The input:
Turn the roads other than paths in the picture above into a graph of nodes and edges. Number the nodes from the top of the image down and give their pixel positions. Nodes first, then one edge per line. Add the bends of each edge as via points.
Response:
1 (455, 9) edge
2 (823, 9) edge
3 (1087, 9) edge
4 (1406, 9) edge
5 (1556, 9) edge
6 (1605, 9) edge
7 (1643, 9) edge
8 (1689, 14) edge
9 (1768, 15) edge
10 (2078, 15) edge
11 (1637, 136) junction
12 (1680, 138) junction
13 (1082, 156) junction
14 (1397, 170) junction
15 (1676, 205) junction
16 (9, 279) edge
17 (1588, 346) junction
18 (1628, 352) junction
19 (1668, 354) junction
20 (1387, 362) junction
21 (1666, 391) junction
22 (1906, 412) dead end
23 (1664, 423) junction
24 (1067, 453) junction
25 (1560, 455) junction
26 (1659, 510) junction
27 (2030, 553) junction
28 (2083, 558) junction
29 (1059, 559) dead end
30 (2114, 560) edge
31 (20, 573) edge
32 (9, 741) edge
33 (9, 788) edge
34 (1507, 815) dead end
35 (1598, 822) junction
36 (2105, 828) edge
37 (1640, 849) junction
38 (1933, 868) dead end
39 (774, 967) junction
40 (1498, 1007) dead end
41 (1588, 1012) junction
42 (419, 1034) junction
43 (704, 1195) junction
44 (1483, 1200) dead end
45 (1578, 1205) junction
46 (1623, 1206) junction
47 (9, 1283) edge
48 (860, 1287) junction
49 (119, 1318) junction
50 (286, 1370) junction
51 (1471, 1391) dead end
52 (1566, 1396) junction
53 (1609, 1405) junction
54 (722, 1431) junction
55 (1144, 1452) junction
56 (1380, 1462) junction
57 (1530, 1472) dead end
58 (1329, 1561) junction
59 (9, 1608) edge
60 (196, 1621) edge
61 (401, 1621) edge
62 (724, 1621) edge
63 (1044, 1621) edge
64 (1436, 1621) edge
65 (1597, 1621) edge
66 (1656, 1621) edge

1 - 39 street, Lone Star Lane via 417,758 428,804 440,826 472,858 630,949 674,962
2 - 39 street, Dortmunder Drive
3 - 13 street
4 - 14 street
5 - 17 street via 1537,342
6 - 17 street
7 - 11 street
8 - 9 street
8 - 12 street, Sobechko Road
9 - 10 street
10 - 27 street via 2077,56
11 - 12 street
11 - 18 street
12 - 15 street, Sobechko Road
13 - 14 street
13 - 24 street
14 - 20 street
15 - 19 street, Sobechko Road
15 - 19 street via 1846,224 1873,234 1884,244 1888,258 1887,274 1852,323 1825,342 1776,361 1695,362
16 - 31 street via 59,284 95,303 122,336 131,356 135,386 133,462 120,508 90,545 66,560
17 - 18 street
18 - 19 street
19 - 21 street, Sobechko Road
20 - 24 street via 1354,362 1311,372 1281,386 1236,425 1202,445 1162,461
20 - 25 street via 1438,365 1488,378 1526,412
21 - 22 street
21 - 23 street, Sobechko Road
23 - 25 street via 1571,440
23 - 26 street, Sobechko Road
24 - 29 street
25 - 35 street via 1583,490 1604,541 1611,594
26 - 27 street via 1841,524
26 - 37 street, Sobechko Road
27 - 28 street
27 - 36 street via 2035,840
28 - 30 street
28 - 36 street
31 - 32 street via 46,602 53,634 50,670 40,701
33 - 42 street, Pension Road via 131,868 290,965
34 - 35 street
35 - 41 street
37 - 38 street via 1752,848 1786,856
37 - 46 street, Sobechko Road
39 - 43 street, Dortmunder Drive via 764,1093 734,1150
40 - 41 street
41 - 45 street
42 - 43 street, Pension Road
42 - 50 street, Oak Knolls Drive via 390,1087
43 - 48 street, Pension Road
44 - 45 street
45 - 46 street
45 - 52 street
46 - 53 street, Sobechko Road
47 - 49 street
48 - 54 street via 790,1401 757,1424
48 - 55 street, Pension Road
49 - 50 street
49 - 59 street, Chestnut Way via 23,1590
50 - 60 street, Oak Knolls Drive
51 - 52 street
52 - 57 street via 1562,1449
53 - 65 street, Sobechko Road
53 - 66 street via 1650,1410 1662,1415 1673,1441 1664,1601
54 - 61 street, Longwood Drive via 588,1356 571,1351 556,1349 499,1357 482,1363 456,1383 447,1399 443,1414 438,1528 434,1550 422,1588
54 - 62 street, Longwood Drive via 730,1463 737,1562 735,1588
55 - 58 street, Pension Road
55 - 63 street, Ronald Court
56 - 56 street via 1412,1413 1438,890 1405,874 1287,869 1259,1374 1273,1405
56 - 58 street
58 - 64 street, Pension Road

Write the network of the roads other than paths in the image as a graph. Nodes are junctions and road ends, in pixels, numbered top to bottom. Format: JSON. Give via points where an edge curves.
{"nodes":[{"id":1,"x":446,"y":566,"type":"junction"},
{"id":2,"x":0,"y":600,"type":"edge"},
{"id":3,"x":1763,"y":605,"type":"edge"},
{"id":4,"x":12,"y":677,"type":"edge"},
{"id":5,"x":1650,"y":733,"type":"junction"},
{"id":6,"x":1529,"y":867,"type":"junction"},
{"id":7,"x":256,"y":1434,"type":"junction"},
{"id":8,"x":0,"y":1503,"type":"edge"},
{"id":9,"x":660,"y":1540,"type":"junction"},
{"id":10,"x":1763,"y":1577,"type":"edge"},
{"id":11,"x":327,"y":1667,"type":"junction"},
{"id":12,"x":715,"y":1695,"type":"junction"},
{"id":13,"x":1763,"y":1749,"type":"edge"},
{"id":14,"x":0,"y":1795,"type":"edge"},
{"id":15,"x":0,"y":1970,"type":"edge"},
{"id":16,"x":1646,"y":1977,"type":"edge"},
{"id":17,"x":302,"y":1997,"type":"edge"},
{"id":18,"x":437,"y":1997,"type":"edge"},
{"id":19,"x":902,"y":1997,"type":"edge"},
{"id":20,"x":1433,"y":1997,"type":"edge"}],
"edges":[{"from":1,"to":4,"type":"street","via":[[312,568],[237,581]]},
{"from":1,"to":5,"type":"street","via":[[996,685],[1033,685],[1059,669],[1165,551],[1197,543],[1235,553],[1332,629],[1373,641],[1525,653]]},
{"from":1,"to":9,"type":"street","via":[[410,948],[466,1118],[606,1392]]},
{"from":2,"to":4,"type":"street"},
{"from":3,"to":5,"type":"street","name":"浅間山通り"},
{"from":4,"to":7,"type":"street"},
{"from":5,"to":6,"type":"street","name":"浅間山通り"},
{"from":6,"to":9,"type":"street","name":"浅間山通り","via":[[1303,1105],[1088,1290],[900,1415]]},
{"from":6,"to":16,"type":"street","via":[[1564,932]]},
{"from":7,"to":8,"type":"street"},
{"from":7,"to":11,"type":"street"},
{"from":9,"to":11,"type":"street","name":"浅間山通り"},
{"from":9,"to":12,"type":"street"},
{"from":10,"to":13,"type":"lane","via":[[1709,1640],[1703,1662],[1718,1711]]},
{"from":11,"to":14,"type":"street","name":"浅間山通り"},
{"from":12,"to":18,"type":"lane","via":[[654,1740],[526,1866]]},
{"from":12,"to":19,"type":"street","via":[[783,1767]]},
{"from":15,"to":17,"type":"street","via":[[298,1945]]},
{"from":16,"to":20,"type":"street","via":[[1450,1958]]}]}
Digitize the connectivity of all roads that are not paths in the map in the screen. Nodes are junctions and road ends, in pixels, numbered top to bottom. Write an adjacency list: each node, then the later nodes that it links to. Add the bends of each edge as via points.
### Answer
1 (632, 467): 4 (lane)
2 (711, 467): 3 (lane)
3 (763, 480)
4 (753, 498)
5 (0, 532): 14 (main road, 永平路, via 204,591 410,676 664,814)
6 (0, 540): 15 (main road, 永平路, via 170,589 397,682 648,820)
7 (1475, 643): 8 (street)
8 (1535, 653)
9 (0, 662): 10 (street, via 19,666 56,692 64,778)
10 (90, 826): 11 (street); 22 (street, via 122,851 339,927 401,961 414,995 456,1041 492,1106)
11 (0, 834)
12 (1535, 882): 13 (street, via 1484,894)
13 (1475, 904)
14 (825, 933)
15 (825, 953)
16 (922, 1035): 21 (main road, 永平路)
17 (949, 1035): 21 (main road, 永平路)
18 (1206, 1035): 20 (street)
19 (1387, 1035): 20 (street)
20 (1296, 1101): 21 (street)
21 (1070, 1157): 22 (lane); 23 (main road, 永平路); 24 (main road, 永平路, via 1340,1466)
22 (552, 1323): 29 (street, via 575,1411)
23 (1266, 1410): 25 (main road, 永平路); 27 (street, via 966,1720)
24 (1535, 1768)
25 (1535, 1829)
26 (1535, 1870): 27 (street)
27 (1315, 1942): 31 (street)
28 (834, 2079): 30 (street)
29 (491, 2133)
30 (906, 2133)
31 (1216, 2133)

Assigned task: Start at the line holding "Digitize the connectivity" and retype each line through the end of the material above, both included.

Solution to the exercise:
Digitize the connectivity of all roads that are not paths in the map in the screen. Nodes are junctions and road ends, in pixels, numbered top to bottom. Write an adjacency list: each node, then the later nodes that it links to. Add the bends of each edge as via points.
### Answer
1 (632, 467): 4 (lane)
2 (711, 467): 3 (lane)
3 (763, 480)
4 (753, 498)
5 (0, 532): 14 (main road, 永平路, via 204,591 410,676 664,814)
6 (0, 540): 15 (main road, 永平路, via 170,589 397,682 648,820)
7 (1475, 643): 8 (street)
8 (1535, 653)
9 (0, 662): 10 (street, via 19,666 56,692 64,778)
10 (90, 826): 11 (street); 22 (street, via 122,851 339,927 401,961 414,995 456,1041 492,1106)
11 (0, 834)
12 (1535, 882): 13 (street, via 1484,894)
13 (1475, 904)
14 (825, 933)
15 (825, 953)
16 (922, 1035): 21 (main road, 永平路)
17 (949, 1035): 21 (main road, 永平路)
18 (1206, 1035): 20 (street)
19 (1387, 1035): 20 (street)
20 (1296, 1101): 21 (street)
21 (1070, 1157): 22 (lane); 23 (main road, 永平路); 24 (main road, 永平路, via 1340,1466)
22 (552, 1323): 29 (street, via 575,1411)
23 (1266, 1410): 25 (main road, 永平路); 27 (street, via 966,1720)
24 (1535, 1768)
25 (1535, 1829)
26 (1535, 1870): 27 (street)
27 (1315, 1942): 31 (street)
28 (834, 2079): 30 (street)
29 (491, 2133)
30 (906, 2133)
31 (1216, 2133)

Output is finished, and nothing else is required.